Source data:
[Start of section]

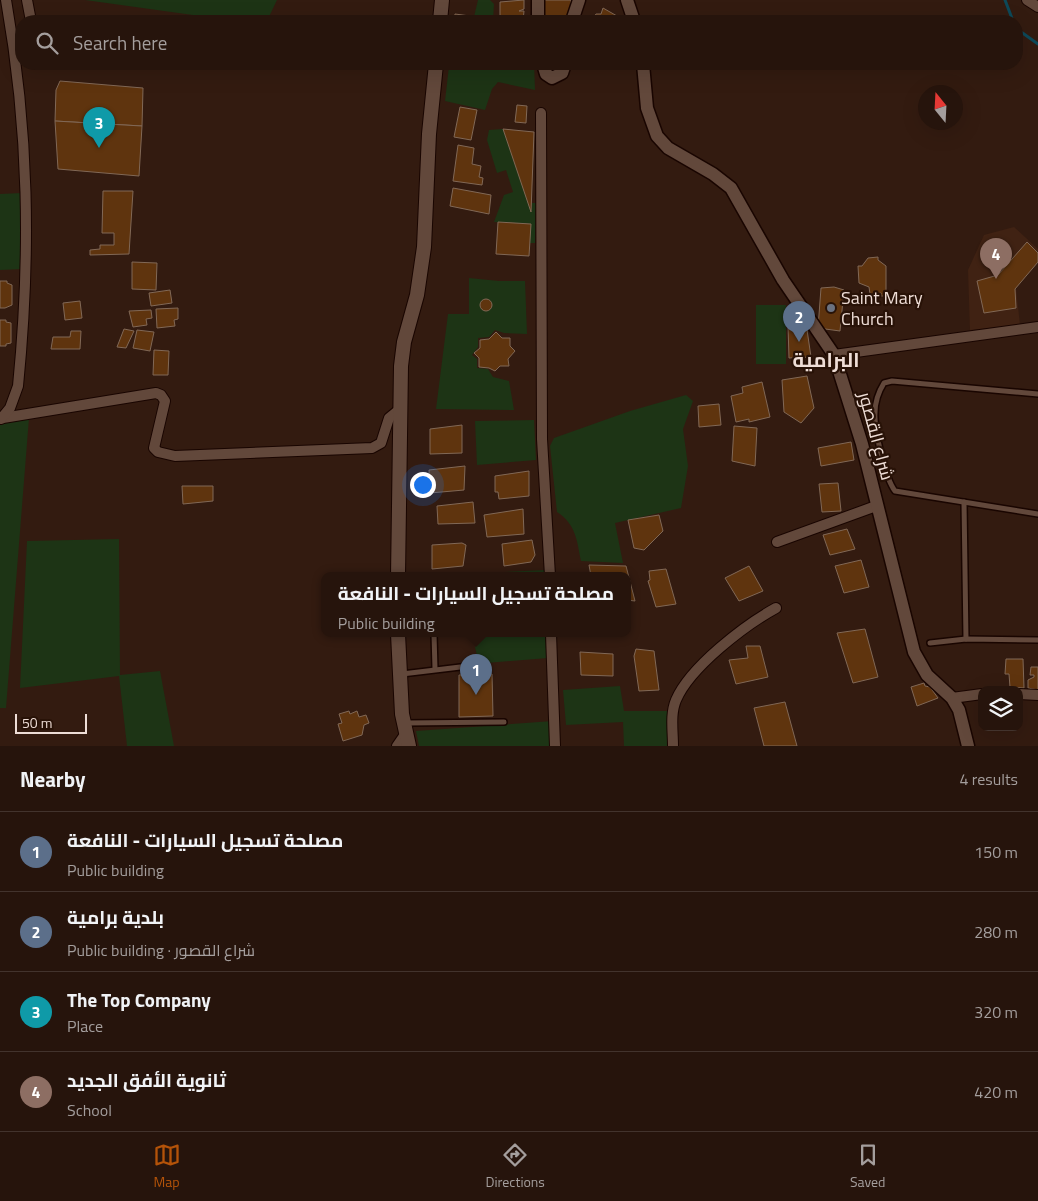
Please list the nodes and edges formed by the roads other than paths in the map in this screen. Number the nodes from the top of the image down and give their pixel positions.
1 (6, 0) edge
2 (27, 0) edge
3 (442, 0) edge
4 (538, 0) edge
5 (579, 0) edge
6 (627, 0) edge
7 (1026, 0) edge
8 (1038, 7) edge
9 (30, 15) edge
10 (441, 15) edge
11 (538, 15) edge
12 (574, 15) edge
13 (632, 15) edge
14 (15, 42) edge
15 (20, 70) edge
16 (435, 70) edge
17 (545, 70) edge
18 (563, 70) edge
19 (644, 70) edge
20 (541, 113) dead end
21 (1038, 327) edge
22 (834, 355) junction
23 (1038, 394) edge
24 (400, 410) junction
25 (2, 419) edge
26 (964, 502) junction
27 (876, 506) junction
28 (1038, 514) edge
29 (777, 542) dead end
30 (398, 572) edge
31 (550, 572) edge
32 (776, 608) dead end
33 (398, 637) edge
34 (434, 637) edge
35 (551, 637) edge
36 (966, 639) junction
37 (1038, 640) edge
38 (930, 643) dead end
39 (477, 665) dead end
40 (435, 669) junction
41 (399, 674) junction
42 (1023, 694) edge
43 (978, 695) edge
44 (1038, 695) edge
45 (952, 698) junction
46 (504, 722) dead end
47 (406, 734) edge
48 (397, 746) edge
49 (555, 746) edge
50 (673, 746) edge
51 (968, 746) edge

1 - 14 street
2 - 9 street
3 - 10 main road
4 - 11 street
5 - 12 street
6 - 13 street
7 - 8 street
15 - 25 street
16 - 24 main road
17 - 18 street
19 - 22 street, شراع القصور
20 - 31 street
21 - 22 street
22 - 27 street, شراع القصور
23 - 26 lane
24 - 25 street
24 - 30 main road
26 - 28 lane
26 - 36 lane
27 - 29 street
27 - 45 street, شراع القصور
32 - 50 street
33 - 41 main road
34 - 40 lane
35 - 49 street
36 - 37 lane
36 - 38 lane
39 - 40 lane
40 - 41 lane
41 - 47 main road
42 - 44 street
43 - 45 street
45 - 51 street, شراع القصور
46 - 47 lane
47 - 48 street

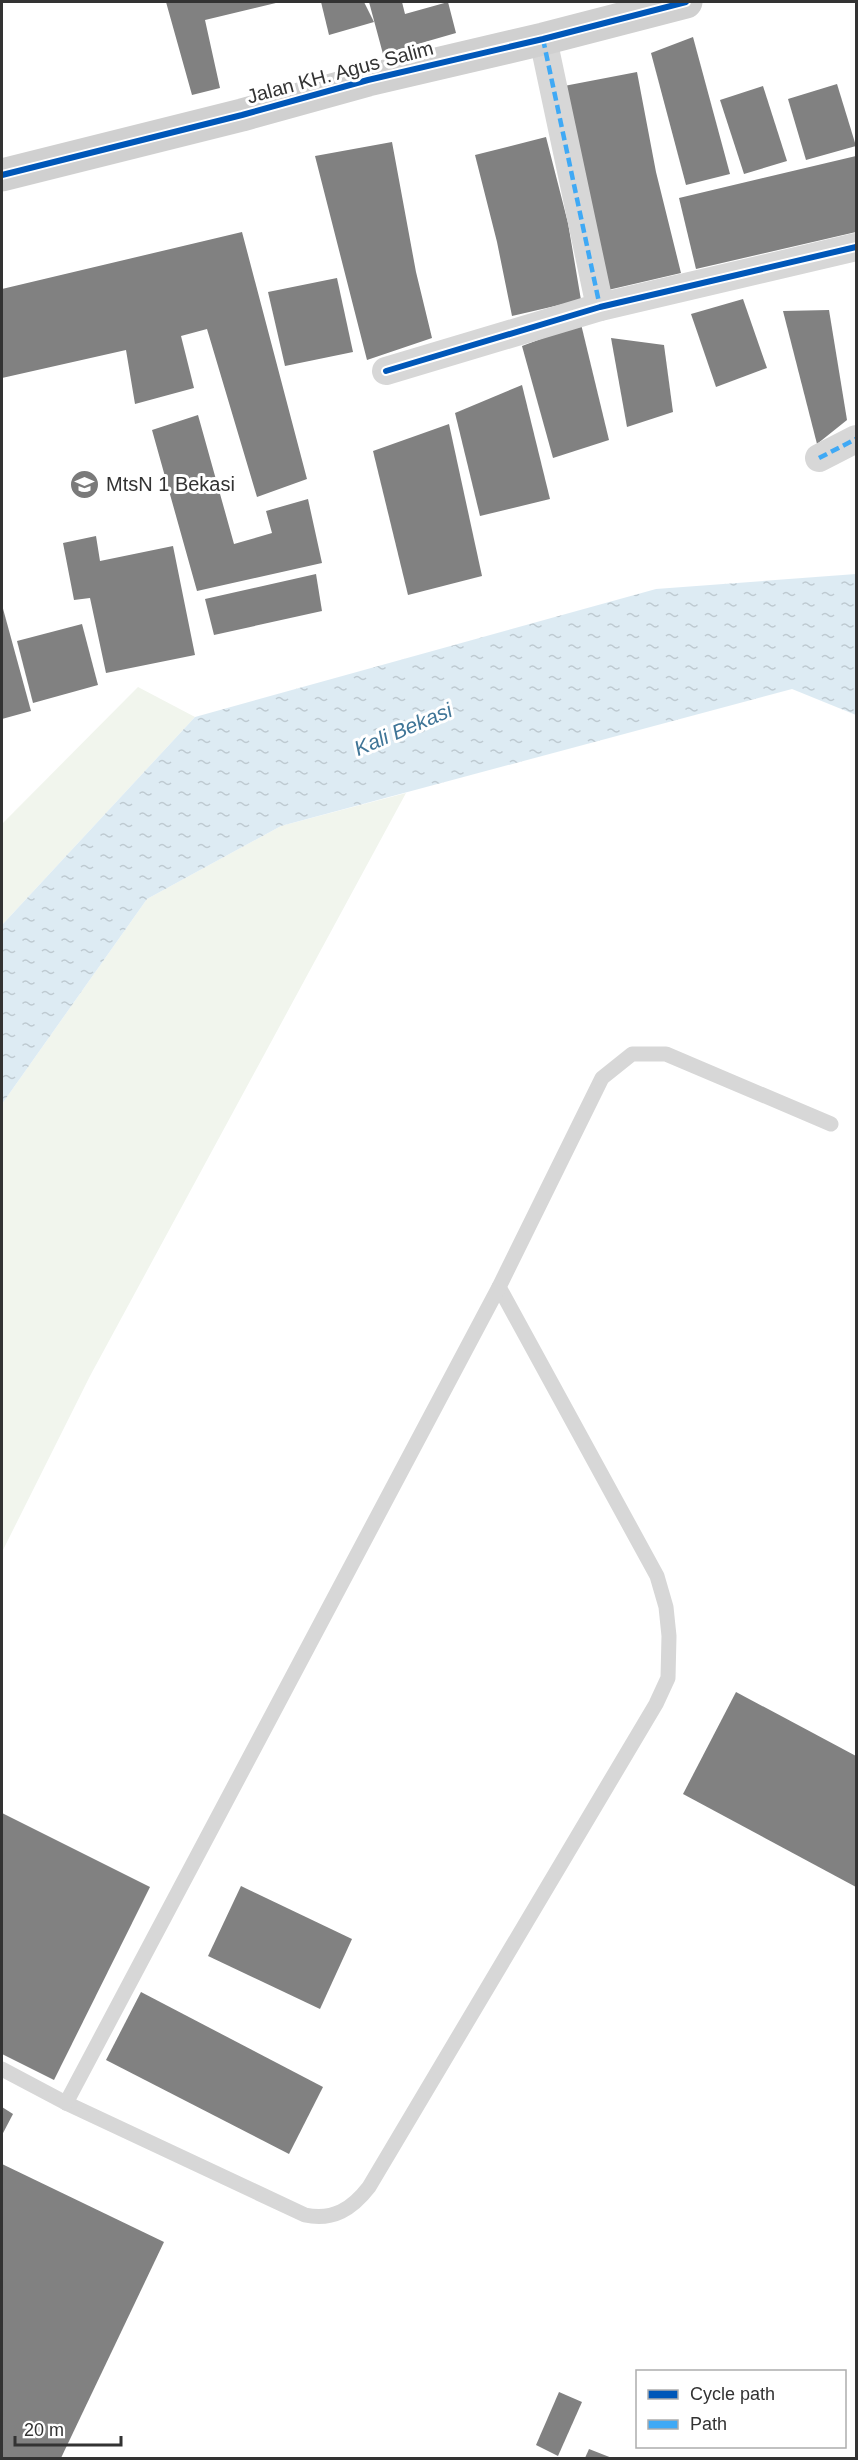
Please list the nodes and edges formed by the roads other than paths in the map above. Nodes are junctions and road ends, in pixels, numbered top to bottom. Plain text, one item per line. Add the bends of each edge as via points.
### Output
1 (686, 2) edge
2 (543, 39) junction
3 (2, 175) edge
4 (856, 247) edge
5 (600, 307) junction
6 (386, 371) dead end
7 (856, 438) edge
8 (819, 458) dead end
9 (831, 1124) dead end
10 (499, 1287) junction
11 (2, 2069) edge
12 (66, 2103) junction

1 - 2 street, Jalan KH. Agus Salim
2 - 3 street, Jalan KH. Agus Salim
2 - 5 street
4 - 5 street
5 - 6 street
7 - 8 street
9 - 10 lane via 666,1054 632,1054 602,1078
10 - 12 lane
10 - 12 lane via 657,1576 669,1636 668,1678 656,1704 369,2187 343,2212 323,2217 305,2215
11 - 12 lane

[End of section]

- WHAT IS BEING ASKED
Print verbatim every line above, apart from the pictures.

- SOLUTION
Please list the nodes and edges formed by the roads other than paths in the map in this screen. Number the nodes from the top of the image down and give their pixel positions.
1 (6, 0) edge
2 (27, 0) edge
3 (442, 0) edge
4 (538, 0) edge
5 (579, 0) edge
6 (627, 0) edge
7 (1026, 0) edge
8 (1038, 7) edge
9 (30, 15) edge
10 (441, 15) edge
11 (538, 15) edge
12 (574, 15) edge
13 (632, 15) edge
14 (15, 42) edge
15 (20, 70) edge
16 (435, 70) edge
17 (545, 70) edge
18 (563, 70) edge
19 (644, 70) edge
20 (541, 113) dead end
21 (1038, 327) edge
22 (834, 355) junction
23 (1038, 394) edge
24 (400, 410) junction
25 (2, 419) edge
26 (964, 502) junction
27 (876, 506) junction
28 (1038, 514) edge
29 (777, 542) dead end
30 (398, 572) edge
31 (550, 572) edge
32 (776, 608) dead end
33 (398, 637) edge
34 (434, 637) edge
35 (551, 637) edge
36 (966, 639) junction
37 (1038, 640) edge
38 (930, 643) dead end
39 (477, 665) dead end
40 (435, 669) junction
41 (399, 674) junction
42 (1023, 694) edge
43 (978, 695) edge
44 (1038, 695) edge
45 (952, 698) junction
46 (504, 722) dead end
47 (406, 734) edge
48 (397, 746) edge
49 (555, 746) edge
50 (673, 746) edge
51 (968, 746) edge

1 - 14 street
2 - 9 street
3 - 10 main road
4 - 11 street
5 - 12 street
6 - 13 street
7 - 8 street
15 - 25 street
16 - 24 main road
17 - 18 street
19 - 22 street, شراع القصور
20 - 31 street
21 - 22 street
22 - 27 street, شراع القصور
23 - 26 lane
24 - 25 street
24 - 30 main road
26 - 28 lane
26 - 36 lane
27 - 29 street
27 - 45 street, شراع القصور
32 - 50 street
33 - 41 main road
34 - 40 lane
35 - 49 street
36 - 37 lane
36 - 38 lane
39 - 40 lane
40 - 41 lane
41 - 47 main road
42 - 44 street
43 - 45 street
45 - 51 street, شراع القصور
46 - 47 lane
47 - 48 street

Please list the nodes and edges formed by the roads other than paths in the map above. Nodes are junctions and road ends, in pixels, numbered top to bottom. Plain text, one item per line. Add the bends of each edge as via points.
### Output
1 (686, 2) edge
2 (543, 39) junction
3 (2, 175) edge
4 (856, 247) edge
5 (600, 307) junction
6 (386, 371) dead end
7 (856, 438) edge
8 (819, 458) dead end
9 (831, 1124) dead end
10 (499, 1287) junction
11 (2, 2069) edge
12 (66, 2103) junction

1 - 2 street, Jalan KH. Agus Salim
2 - 3 street, Jalan KH. Agus Salim
2 - 5 street
4 - 5 street
5 - 6 street
7 - 8 street
9 - 10 lane via 666,1054 632,1054 602,1078
10 - 12 lane
10 - 12 lane via 657,1576 669,1636 668,1678 656,1704 369,2187 343,2212 323,2217 305,2215
11 - 12 lane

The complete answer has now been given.